Tot voor kort woonde ik vlak bij het geboortehuis van Couperus.

Maar liefst twee plaquettes herinneren hier aan de grote schrijver.

De oudste werd onthuld in 1930 door burgemeester Patijn.

Acht jaar geleden viel die eer te beurt aan een wat meer recente voorganger van mij, Jozias van Aartsen, toen hij de tweede mocht onthullen.

Aangebracht op initiatief van het Louis Couperus Genootschap.

U begrijpt, dat ook ik graag in hun voetsporen treed, om een ode te brengen aan de grote Louis.

En over voetsporen gesproken….

 

 Ook ik ben geregeld op mijn wandelingen van de Mauritskade naar de Nassaulaan gelopen, over het bolle bruggetje, net als de oude heer Takma in Van oude menschen, de dingen, die voorbijgaan…

Maar dan zonder te steunen op een ‘ivoorknoppige stok’.

Nu is Den Haag gelukkig gezegend met de nodige plekken die herinneren aan Couperus.

 

Niet lang na mijn komst naar Den Haag mocht ik bijvoorbeeld al het Louis Couperus Museum aan de Javastraat bezoeken.

Het is ook te danken aan de directeur van dat museum, Josephine van de Mortel, dat wij hier vandaag bijeen zijn.

In 2023 is het honderd jaar geleden dat Couperus overleed, pas zestig jaar oud.

In dat naar huidige maatstaven niet zo heel lange leven heeft hij zich met zijn romans onsterfelijk gemaakt.

 

Niet alleen zijn literaire nalatenschap, maar ook de bewerkingen ervan voor toneel, film en televisie houden de herinnering aan onze grote Hagenaar levend.

Ook het Letterkundig Museum, de Koninklijke Bibliotheek en niet te vergeten de Openbare Bibliotheek dragen daar natuurlijk het nodige aan bij.

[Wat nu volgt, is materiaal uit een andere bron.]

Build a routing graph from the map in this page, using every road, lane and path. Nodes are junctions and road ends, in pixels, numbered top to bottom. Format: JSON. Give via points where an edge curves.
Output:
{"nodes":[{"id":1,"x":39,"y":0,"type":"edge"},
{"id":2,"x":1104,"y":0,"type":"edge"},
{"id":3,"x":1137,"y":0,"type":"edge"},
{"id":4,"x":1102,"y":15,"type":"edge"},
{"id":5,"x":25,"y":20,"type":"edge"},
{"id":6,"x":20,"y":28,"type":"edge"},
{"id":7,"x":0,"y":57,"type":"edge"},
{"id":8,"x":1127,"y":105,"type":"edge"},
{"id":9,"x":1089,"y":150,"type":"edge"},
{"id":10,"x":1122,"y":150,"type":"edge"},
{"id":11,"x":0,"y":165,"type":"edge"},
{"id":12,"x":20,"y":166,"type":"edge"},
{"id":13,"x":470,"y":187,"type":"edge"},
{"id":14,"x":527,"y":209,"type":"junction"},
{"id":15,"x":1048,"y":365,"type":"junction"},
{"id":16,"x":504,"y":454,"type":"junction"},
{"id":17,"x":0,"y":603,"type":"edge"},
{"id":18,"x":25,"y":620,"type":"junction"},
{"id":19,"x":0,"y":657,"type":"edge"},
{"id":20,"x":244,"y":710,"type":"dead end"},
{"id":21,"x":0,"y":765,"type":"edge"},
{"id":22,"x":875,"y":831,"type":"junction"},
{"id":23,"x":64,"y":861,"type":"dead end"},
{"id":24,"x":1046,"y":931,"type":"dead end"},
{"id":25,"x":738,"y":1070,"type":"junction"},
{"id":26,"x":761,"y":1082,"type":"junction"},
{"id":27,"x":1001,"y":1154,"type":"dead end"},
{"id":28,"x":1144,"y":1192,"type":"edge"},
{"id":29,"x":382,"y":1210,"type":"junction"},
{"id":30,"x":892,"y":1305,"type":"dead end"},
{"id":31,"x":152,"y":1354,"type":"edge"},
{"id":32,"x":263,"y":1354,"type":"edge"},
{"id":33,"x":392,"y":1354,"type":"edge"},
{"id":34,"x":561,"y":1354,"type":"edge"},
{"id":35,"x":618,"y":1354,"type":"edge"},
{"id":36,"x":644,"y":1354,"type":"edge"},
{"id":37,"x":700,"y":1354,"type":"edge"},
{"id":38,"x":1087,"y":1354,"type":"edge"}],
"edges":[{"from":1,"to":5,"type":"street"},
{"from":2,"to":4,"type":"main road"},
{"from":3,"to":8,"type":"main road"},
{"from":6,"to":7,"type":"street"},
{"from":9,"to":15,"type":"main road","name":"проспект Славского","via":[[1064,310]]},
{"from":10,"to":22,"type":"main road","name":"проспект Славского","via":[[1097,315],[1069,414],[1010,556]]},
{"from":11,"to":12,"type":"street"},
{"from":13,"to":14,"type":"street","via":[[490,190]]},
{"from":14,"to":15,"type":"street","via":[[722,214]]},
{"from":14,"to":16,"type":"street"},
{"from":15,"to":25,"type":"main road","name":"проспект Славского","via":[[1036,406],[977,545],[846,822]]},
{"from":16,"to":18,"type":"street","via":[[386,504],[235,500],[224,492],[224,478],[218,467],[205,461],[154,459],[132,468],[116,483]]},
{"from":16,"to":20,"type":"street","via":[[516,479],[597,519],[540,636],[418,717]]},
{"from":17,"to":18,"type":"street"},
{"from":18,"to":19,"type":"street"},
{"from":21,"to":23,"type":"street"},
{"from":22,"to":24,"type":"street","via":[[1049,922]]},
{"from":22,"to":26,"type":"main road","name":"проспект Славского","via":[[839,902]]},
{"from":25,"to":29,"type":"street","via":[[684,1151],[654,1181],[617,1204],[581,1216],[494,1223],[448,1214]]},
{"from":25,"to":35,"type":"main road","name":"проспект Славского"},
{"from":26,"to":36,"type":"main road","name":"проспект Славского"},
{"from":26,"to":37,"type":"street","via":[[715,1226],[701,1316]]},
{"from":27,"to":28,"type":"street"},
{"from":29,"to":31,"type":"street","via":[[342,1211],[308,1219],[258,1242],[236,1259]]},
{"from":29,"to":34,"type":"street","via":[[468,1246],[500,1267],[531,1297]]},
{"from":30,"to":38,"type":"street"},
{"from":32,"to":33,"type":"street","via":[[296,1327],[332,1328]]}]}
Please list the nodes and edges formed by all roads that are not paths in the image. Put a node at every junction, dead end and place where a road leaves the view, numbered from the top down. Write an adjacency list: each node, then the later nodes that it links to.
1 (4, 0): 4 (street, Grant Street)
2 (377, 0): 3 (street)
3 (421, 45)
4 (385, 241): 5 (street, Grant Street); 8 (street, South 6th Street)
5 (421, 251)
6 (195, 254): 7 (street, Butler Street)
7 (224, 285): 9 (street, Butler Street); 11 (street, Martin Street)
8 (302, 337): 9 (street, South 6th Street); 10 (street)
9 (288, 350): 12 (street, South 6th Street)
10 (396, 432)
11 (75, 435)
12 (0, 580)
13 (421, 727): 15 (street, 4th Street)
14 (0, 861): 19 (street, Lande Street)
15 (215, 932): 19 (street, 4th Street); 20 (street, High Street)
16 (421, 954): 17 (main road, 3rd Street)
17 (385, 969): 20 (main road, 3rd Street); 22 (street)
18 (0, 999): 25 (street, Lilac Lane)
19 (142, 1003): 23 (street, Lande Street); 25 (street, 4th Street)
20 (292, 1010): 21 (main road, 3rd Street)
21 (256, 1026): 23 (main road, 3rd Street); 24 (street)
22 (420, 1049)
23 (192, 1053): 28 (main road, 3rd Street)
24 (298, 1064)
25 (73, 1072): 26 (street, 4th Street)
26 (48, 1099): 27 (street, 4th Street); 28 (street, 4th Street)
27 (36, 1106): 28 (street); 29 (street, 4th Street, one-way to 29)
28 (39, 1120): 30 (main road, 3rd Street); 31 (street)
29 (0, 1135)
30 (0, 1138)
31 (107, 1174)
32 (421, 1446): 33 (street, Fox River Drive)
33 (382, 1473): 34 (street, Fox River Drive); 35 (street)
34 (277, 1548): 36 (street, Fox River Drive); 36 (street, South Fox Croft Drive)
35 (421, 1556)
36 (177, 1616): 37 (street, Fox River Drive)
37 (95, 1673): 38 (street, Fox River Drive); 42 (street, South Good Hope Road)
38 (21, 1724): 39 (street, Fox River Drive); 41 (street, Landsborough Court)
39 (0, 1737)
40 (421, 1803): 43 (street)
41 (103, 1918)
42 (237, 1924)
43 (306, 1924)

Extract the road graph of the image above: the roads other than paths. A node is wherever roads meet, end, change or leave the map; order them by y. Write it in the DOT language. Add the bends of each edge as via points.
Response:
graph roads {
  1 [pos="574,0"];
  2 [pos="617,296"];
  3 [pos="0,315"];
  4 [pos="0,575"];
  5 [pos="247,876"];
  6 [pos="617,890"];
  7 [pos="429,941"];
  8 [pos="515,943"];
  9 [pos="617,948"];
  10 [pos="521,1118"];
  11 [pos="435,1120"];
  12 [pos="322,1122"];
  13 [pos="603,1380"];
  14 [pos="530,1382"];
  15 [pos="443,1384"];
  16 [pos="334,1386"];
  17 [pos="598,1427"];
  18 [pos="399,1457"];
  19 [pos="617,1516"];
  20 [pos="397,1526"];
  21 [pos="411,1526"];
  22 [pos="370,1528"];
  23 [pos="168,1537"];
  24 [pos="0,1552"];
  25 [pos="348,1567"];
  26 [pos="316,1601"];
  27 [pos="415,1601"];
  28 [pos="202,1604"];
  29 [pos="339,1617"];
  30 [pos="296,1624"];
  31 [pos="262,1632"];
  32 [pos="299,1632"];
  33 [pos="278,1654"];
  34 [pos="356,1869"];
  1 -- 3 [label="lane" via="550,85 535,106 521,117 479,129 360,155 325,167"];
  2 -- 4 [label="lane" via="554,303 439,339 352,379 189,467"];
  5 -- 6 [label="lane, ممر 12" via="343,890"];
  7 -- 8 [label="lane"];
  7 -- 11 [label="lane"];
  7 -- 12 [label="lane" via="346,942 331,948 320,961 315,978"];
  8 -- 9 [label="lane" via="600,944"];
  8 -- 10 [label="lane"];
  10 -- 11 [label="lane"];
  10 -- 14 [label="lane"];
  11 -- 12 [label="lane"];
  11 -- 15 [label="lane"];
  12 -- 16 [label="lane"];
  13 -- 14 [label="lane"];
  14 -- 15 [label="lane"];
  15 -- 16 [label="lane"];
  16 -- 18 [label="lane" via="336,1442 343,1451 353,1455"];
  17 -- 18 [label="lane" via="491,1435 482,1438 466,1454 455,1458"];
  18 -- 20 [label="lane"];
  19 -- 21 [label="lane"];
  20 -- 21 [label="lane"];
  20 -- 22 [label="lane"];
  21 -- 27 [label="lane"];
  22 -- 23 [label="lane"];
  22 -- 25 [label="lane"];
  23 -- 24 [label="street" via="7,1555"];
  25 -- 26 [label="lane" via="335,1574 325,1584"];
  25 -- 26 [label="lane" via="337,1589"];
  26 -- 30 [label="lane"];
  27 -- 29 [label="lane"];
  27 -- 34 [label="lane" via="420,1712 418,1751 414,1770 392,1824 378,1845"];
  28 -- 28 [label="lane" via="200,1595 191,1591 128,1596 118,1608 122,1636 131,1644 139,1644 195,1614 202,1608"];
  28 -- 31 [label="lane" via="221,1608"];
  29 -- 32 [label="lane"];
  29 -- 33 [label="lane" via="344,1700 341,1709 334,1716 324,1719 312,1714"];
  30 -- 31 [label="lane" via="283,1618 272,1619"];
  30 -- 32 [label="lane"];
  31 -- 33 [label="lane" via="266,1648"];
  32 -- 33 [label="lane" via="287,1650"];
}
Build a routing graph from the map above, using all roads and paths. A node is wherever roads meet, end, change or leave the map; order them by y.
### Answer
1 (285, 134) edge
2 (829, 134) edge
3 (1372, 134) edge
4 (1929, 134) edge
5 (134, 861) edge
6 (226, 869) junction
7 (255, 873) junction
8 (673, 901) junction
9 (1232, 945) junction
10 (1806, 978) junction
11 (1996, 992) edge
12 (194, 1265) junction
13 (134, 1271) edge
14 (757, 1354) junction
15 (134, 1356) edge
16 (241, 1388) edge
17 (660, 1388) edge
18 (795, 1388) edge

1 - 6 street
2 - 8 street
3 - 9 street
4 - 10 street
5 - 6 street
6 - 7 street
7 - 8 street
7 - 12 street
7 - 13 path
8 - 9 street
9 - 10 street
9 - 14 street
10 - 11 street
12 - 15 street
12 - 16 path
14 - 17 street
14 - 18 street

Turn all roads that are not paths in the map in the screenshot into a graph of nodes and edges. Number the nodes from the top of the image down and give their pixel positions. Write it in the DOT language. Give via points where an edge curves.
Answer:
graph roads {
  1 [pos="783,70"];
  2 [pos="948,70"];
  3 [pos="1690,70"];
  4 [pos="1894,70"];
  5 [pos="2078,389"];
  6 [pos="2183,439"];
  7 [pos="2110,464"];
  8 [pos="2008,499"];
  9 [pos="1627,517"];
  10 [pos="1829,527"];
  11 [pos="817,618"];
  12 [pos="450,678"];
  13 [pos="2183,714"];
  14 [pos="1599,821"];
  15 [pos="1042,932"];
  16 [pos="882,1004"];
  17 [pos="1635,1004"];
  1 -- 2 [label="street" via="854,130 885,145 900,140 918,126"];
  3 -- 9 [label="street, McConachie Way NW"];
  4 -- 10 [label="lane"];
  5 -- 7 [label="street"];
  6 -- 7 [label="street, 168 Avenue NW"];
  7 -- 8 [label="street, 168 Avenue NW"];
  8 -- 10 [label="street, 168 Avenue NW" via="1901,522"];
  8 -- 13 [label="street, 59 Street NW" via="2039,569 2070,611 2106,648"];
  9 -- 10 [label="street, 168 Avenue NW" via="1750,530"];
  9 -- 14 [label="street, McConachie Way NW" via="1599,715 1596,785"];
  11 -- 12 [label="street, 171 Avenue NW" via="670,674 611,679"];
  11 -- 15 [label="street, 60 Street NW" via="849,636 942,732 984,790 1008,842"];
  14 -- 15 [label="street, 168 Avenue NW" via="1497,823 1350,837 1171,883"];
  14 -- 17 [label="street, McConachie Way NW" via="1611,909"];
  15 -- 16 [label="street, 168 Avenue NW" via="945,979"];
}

Maar je zou heel Den Haag kunnen zien als één groot lieu de mémoire’, gewijd aan Couperus.

Je kunt hier immers zoveel plekken uit zijn leven én uit zijn romans bezoeken.

Ondanks het verstrijken der jaren is de ‘set’, om in filmtermen te spreken, nog voor een belangrijk deel bewaard gebleven.

Laten we dat allemaal koesteren.

Want wat zou Den Haag zijn zonder Couperus?